* **Task description**: Which of the lines below hold the word "Ganceng"? Pull each of them out.

○ ○ ○

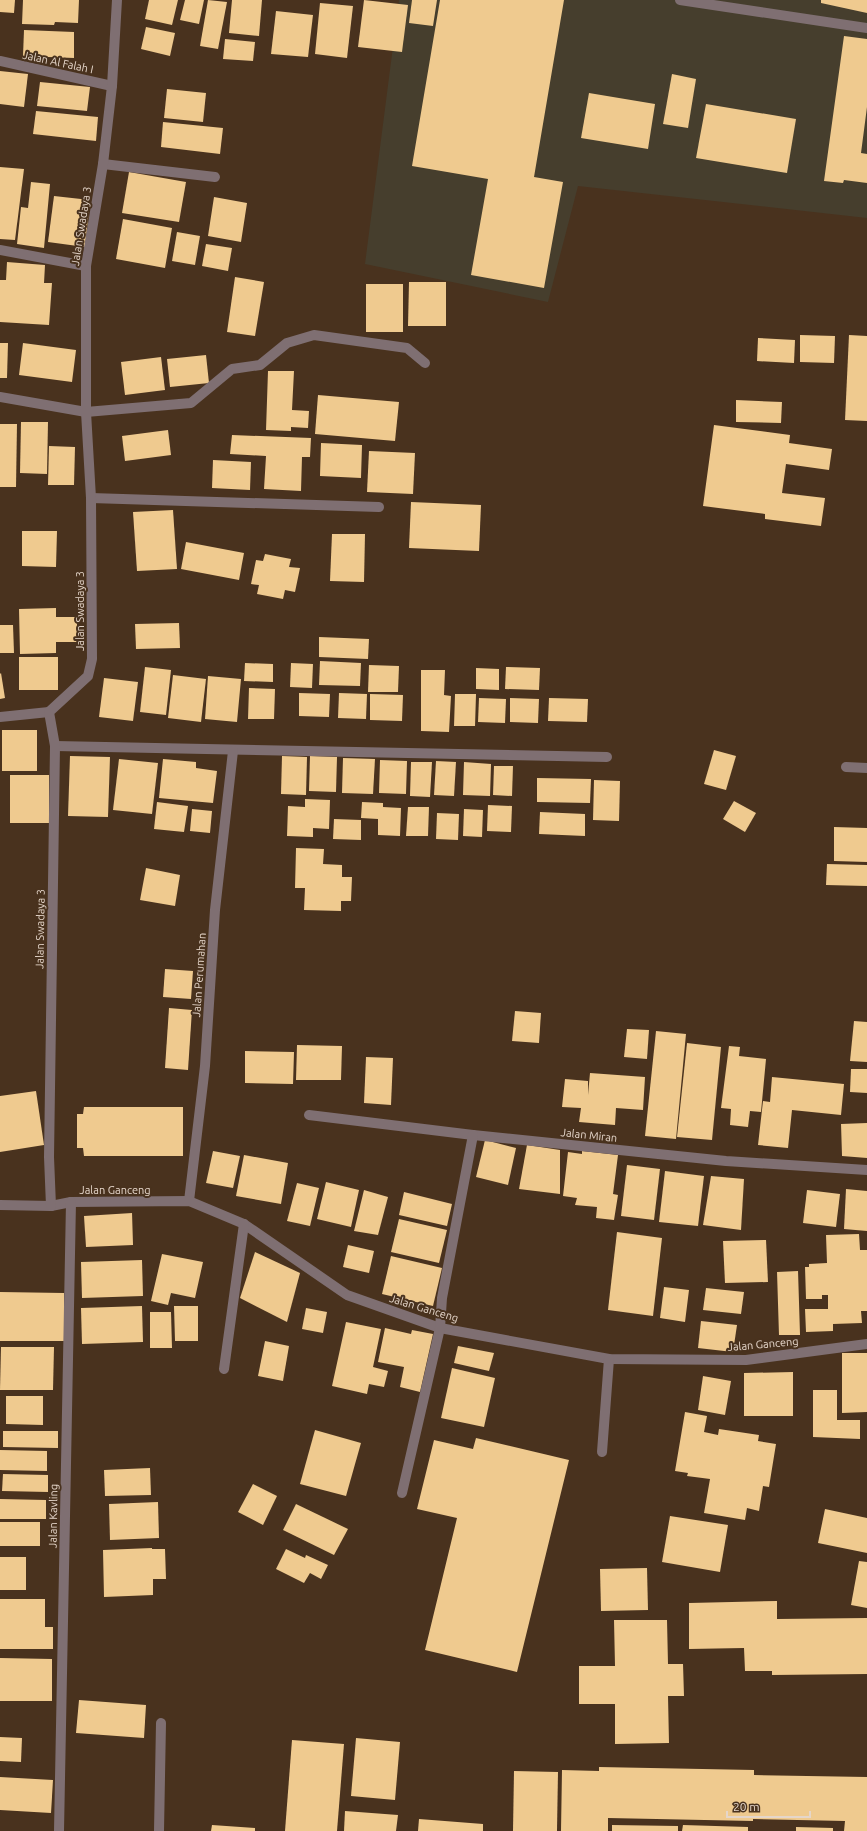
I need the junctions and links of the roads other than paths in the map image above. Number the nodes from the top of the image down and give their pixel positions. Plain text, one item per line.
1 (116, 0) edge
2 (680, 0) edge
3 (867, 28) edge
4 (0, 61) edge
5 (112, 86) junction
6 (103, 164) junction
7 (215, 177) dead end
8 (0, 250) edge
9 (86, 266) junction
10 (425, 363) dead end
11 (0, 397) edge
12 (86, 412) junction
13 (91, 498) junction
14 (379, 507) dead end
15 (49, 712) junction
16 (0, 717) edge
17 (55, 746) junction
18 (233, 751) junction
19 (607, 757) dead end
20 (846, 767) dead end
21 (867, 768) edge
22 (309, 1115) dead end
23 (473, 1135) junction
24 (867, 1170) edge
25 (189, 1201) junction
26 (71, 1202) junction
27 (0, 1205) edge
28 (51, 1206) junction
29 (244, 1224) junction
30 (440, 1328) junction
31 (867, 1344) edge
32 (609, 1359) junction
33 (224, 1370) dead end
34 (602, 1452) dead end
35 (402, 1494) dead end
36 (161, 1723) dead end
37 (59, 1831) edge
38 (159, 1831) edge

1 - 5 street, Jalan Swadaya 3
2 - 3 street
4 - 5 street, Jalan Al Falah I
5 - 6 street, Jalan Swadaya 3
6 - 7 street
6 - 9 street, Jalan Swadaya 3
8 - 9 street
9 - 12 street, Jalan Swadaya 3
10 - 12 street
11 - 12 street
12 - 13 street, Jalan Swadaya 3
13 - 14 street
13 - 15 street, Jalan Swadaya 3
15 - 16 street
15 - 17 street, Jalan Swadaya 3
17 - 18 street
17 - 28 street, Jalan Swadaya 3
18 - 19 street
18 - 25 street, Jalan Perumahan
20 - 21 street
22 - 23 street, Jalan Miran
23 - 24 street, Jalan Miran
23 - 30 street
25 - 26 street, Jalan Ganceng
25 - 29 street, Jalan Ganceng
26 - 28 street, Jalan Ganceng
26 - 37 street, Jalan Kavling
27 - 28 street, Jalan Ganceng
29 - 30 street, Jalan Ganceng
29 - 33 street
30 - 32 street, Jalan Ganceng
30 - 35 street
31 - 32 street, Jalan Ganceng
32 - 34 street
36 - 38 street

○ ○ ○

* **Result of the task**:
25 - 26 street, Jalan Ganceng
25 - 29 street, Jalan Ganceng
26 - 28 street, Jalan Ganceng
27 - 28 street, Jalan Ganceng
29 - 30 street, Jalan Ganceng
30 - 32 street, Jalan Ganceng
31 - 32 street, Jalan Ganceng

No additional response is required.